» **INSTRUCTIONS FOR THE TASK**
Could you please find each line in the records that contains the word "nodes" and copy it?
____
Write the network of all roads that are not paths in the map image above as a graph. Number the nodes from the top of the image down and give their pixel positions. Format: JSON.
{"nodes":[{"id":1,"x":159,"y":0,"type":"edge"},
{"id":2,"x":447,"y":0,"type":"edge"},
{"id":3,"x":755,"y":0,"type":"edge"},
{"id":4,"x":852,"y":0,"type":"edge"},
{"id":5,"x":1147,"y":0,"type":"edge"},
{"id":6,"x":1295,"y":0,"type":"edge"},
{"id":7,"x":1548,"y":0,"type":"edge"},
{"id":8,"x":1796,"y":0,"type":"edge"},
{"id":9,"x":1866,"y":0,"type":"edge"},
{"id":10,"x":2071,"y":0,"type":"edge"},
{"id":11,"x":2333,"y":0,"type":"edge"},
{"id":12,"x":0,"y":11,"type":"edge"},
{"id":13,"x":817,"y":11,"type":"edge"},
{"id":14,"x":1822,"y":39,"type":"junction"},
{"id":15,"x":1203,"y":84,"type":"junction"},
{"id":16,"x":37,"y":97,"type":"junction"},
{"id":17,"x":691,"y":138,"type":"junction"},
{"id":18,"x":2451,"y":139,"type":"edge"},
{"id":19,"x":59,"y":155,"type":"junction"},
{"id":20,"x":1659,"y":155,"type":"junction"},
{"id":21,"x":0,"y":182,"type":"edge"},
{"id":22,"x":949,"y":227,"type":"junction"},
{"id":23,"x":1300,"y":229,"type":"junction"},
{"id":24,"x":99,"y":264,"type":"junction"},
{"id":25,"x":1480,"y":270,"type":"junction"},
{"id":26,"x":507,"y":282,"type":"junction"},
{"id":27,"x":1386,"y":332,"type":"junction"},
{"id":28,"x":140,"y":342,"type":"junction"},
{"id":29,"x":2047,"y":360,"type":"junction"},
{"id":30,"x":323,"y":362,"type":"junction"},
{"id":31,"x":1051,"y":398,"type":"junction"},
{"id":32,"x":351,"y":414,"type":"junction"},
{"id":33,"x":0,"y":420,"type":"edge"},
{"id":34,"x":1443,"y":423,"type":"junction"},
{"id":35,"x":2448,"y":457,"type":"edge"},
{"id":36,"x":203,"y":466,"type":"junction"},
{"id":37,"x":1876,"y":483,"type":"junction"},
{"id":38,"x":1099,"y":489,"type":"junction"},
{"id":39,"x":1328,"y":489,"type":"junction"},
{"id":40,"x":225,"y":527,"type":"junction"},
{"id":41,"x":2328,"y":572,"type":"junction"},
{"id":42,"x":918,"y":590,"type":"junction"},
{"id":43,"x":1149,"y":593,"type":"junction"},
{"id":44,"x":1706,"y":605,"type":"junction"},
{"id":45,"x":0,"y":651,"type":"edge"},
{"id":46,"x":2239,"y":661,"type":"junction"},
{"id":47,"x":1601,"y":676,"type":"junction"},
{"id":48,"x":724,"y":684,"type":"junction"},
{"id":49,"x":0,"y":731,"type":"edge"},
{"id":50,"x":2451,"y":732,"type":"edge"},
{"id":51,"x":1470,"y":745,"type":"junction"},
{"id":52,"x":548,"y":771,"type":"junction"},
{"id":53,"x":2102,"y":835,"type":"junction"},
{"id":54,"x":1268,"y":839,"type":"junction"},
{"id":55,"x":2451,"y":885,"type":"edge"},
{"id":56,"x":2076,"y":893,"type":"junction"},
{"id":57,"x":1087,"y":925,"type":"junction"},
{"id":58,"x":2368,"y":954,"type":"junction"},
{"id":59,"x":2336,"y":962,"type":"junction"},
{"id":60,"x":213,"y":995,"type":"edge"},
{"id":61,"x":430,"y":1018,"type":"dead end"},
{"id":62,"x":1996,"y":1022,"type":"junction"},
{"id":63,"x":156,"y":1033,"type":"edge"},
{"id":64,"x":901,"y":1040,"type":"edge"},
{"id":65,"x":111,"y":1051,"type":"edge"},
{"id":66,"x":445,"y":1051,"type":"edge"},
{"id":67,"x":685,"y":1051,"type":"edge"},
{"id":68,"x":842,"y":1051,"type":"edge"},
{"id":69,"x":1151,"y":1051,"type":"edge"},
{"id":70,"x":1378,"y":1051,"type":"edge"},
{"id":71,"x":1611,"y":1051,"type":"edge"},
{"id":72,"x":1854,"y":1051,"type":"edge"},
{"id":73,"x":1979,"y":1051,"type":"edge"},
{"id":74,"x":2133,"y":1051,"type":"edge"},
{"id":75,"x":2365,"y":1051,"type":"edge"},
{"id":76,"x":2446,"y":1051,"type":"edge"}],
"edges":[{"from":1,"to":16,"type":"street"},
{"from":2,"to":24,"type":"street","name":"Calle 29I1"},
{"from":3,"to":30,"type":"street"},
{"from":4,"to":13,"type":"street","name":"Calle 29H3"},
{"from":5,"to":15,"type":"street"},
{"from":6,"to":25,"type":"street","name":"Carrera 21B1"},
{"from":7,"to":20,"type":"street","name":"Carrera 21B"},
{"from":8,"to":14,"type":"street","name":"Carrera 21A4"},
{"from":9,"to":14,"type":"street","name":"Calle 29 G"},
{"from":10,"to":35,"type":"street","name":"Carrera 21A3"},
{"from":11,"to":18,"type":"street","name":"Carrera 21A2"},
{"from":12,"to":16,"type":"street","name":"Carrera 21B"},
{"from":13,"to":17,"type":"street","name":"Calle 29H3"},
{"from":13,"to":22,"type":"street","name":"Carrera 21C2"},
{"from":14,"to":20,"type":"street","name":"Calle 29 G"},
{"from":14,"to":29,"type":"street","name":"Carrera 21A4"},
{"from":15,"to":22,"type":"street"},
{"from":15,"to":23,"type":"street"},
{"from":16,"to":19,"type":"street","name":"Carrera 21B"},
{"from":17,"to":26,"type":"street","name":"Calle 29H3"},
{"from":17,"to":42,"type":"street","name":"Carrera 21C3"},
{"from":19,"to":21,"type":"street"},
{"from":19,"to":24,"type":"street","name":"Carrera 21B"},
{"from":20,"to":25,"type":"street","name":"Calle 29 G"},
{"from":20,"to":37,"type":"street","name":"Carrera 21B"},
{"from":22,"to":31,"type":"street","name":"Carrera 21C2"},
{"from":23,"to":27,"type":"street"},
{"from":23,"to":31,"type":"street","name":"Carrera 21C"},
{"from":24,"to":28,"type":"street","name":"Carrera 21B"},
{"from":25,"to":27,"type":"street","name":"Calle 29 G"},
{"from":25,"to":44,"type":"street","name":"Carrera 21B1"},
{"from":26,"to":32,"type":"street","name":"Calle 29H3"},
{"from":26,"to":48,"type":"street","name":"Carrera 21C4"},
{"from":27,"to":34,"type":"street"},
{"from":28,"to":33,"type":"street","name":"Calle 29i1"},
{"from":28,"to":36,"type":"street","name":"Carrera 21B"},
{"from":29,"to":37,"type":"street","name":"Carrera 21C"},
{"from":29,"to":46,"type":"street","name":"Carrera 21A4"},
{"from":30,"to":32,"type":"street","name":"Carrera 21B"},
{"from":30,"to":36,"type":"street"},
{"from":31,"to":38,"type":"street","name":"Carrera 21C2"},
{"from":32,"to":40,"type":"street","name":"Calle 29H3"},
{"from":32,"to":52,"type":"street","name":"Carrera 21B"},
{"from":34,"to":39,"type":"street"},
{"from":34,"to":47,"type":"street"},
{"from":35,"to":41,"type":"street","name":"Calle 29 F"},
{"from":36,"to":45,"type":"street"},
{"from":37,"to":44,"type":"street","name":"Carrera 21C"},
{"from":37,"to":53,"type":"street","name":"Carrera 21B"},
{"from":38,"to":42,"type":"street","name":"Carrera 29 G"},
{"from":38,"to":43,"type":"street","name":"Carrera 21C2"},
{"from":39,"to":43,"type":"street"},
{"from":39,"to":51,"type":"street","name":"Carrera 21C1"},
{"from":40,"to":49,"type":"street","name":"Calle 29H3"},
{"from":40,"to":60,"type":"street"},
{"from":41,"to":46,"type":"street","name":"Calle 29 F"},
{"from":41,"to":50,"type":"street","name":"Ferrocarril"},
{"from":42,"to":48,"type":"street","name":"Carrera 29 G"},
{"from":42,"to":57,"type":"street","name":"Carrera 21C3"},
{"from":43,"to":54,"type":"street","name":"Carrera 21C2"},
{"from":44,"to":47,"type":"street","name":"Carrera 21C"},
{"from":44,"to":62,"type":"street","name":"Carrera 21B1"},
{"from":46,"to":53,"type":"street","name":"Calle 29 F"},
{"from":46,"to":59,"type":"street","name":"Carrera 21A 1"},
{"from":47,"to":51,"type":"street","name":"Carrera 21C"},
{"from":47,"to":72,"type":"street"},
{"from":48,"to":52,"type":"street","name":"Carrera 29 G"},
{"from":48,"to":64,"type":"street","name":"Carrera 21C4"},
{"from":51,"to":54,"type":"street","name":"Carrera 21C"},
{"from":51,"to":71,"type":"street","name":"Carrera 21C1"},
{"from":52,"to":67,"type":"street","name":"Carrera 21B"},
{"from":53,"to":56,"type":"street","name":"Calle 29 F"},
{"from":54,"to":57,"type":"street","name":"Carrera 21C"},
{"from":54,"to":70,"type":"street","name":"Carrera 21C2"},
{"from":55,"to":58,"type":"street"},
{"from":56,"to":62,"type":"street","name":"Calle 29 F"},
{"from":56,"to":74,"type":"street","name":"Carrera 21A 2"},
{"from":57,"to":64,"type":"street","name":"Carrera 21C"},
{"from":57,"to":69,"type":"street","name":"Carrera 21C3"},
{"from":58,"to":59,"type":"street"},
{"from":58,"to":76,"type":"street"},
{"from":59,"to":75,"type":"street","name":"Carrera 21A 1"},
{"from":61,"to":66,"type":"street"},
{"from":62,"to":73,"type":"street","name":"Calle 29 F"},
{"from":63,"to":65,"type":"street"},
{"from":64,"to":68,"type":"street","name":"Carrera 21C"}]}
____
» **SOLUTION TO THE EXERCISE**
Write the network of all roads that are not paths in the map image above as a graph. Number the nodes from the top of the image down and give their pixel positions. Format: JSON.
{"nodes":[{"id":1,"x":159,"y":0,"type":"edge"},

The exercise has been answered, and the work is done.